Sitzung am 8. und 9. Dezember 2018

Liebe Genossinnen und Genossen, auf unserer Parteivorstandsvorsitzung standen drei große Blöcke auf der Tagesordnung. Größten Raum nahm die Diskussion um unser Wahlprogramm zur EU-Wahl ein. Unter dem Titel "Für ein solidarisches Europa der Millionen, gegen eine EU der Millionäre" beschreiben wir die Europäische Union einerseits als ein sehr stabiles neoliberales Konstrukt, das die Fragen von sozialer Sicherheit, Frieden, Klimaschutz, Migration etc. schlecht bis gar nicht beantwortet. Gleichzeitig sehen wir aber genügend Spielraum für linke Politik, auch unter den jetzigen Bedingungen, die Lebensverhältnisse besser, sozialer, umweltfreundlicher, gerechter und das gesamte außenpolitische Agieren der EU friedlicher zu machen.

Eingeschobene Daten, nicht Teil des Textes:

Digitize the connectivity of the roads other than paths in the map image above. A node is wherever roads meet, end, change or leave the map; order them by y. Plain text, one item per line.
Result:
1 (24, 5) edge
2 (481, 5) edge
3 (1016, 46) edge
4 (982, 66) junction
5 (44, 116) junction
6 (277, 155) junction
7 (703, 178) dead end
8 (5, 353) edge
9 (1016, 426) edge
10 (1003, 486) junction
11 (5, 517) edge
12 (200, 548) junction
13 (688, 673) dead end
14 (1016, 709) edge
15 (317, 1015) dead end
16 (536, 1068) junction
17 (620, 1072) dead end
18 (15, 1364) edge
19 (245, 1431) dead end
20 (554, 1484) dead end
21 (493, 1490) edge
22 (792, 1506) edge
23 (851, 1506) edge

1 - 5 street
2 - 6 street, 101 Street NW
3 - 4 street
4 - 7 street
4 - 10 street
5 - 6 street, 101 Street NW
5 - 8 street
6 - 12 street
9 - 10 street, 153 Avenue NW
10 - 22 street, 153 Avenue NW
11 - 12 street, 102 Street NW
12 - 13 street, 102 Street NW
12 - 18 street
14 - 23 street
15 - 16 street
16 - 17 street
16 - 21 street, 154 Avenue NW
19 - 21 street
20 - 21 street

Hier gibt es keinen Automatismus der Machtlosigkeit. Wir wollen Europa weder den Rechten noch den Neoliberalen überlassen. Der verabschiedete Leitantrag wird in den nächsten Tagen als Antragsheft 1 und auf der Website der Partei veröffentlicht.

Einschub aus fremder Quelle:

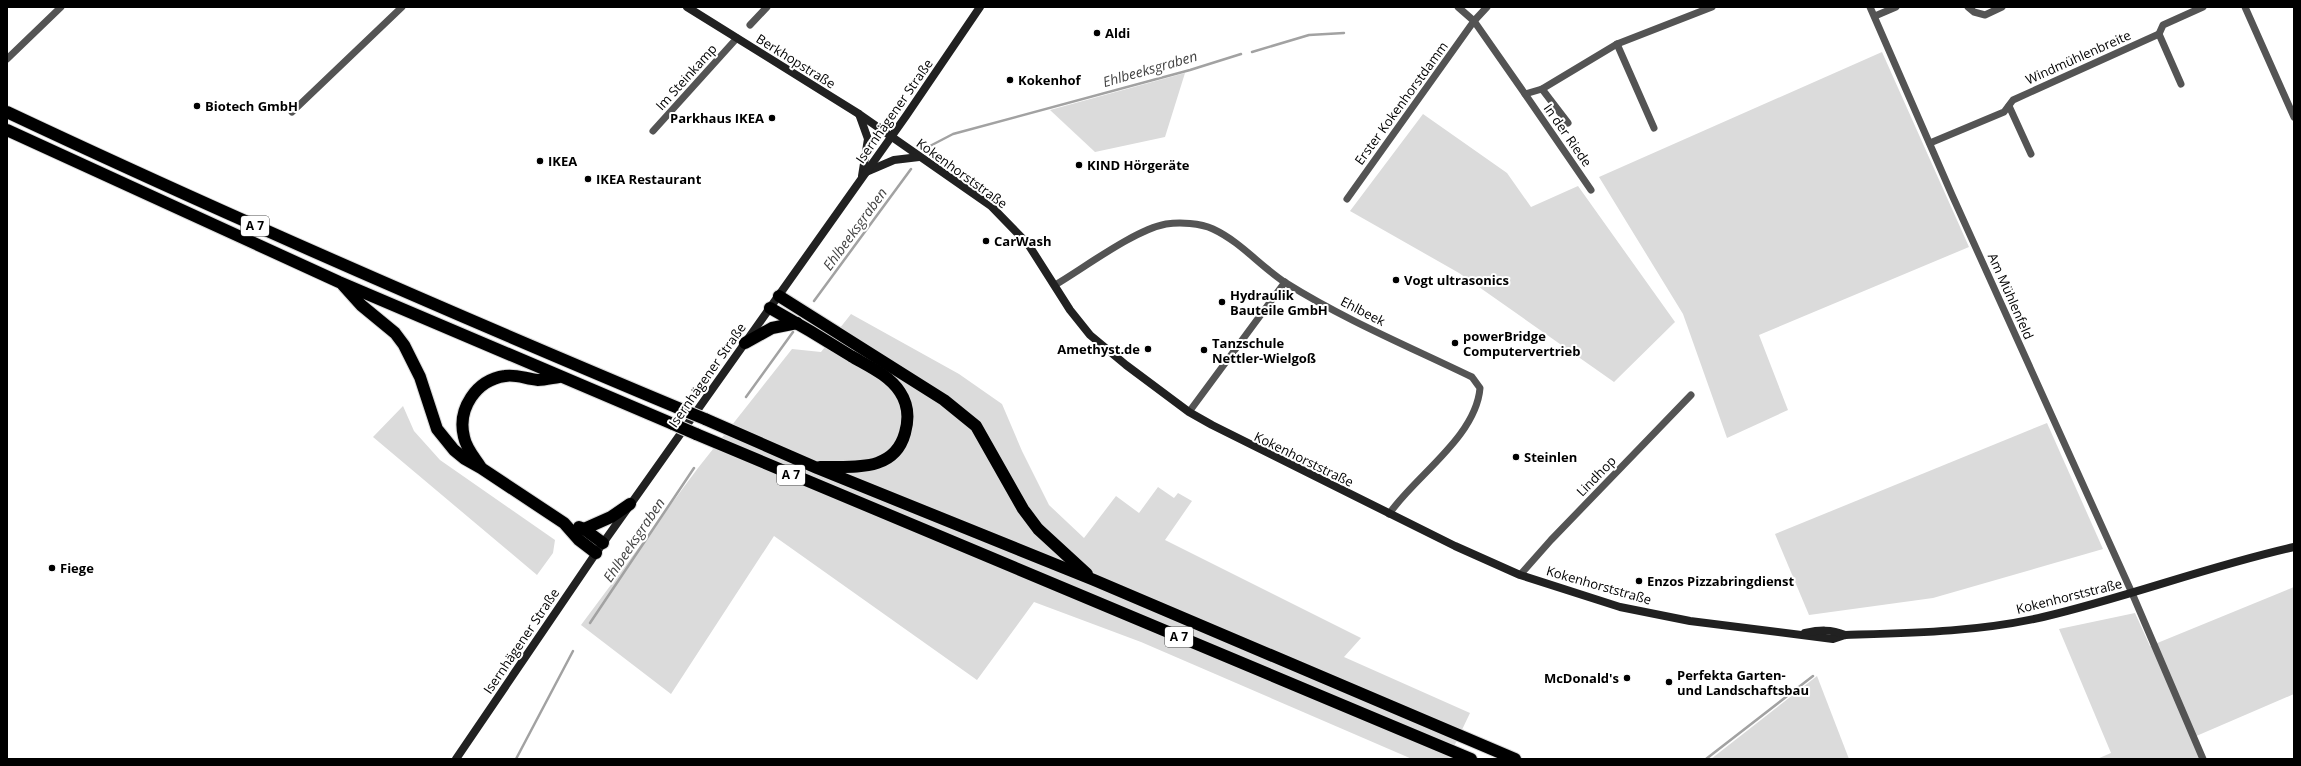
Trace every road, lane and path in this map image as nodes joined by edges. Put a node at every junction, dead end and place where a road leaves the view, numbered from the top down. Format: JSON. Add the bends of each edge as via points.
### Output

Zweitens diskutierten wir über die strategischen Fragen linker Politik. Dazu begrüßten wir Hans-Jürgen Urban, Mitglied des Geschäftsführende Vorstands der IG Metall, in unserer Runde. Er stellte sechs Thesen zu den Anforderungen an eine linke Strategie im gegenwärtigen Prozess der Transformation des Kapitalismus vor: Universalisierung sozialer Rechte, verbindende Klassenpolitik, das "Öffentliche" als das Feld der Auseinandersetzung zu sehen, Solidarisierung mit Geflüchteten, klare Kante gegen Rechts, Visionen transnationaler Sozialstaatlichkeit beibehalten, obwohl der Nationalstaat gleichzeitig Adressat linker Mobilisierung ist. Um seine analytisch zugespitzte Frage, ob unsere Strategie eher auf kurzfristigere Rot-Rot-Grün-Regierungen oder auf perspektivische Transformation (Programm-/Konzeptarbeit) ausgerichtet sein sollte, entspann sich eine sehr lebhafte und gute Diskussion im Parteivorstand.

Dritter großer Top war die Situation unserer Partei und das Verhältnis von Bundespartei und Bundestagsfraktion. Von Seiten der Fraktion nahm deren Parlamentarischer Geschäftsführer Jan Korte teil. Dieser Block hatte den Charakter einer solidarischen Aussprache zum weiteren Miteinander und knüpfte an die gemeinsame Klausur von Parteivorstand und Bundestagsfraktion am 30. November an.

Der Parteivorstand solidarisierte sich mit den "Gelbwesten"-Protesten in Frankreich. Deren Widerstand gegen den neoliberalen und autoritären Kurs des französischen Präsidenten Macron ist berechtigt und eine Ermutigung für Deutschland. Weitere Beschlüsse betrafen u.a. den politischen Jahresauftakt 2019, das Fest der Linken (22. Juni 2019), den Politischen Aschermittwoch in Bayern, Material für den 8. März 2019, die weitere Unterstützung des Bündnisses "Aufstehen gegen Rassismus" und die Unterstützung der Proteste gegen den AfD-Bundesparteitag. Ferner befasste sich der Parteivorstand in erster Lesung mit dem Finanzplan 2019.

Themen der aktuellen Verständigung waren die Wahl Annegret Kamp-Karrenbauers zur neuen CDU-Vorsitzenden, das Aufgreifen der sozialen Frage durch die Grünen, der Wahlantritt von Yanis Varoufakis für DIEM25. Zu letzterem teilte Katja Kipping mit, dass sie deswegen bereits vor einem Jahr aus DIEM25 ausgetreten sei.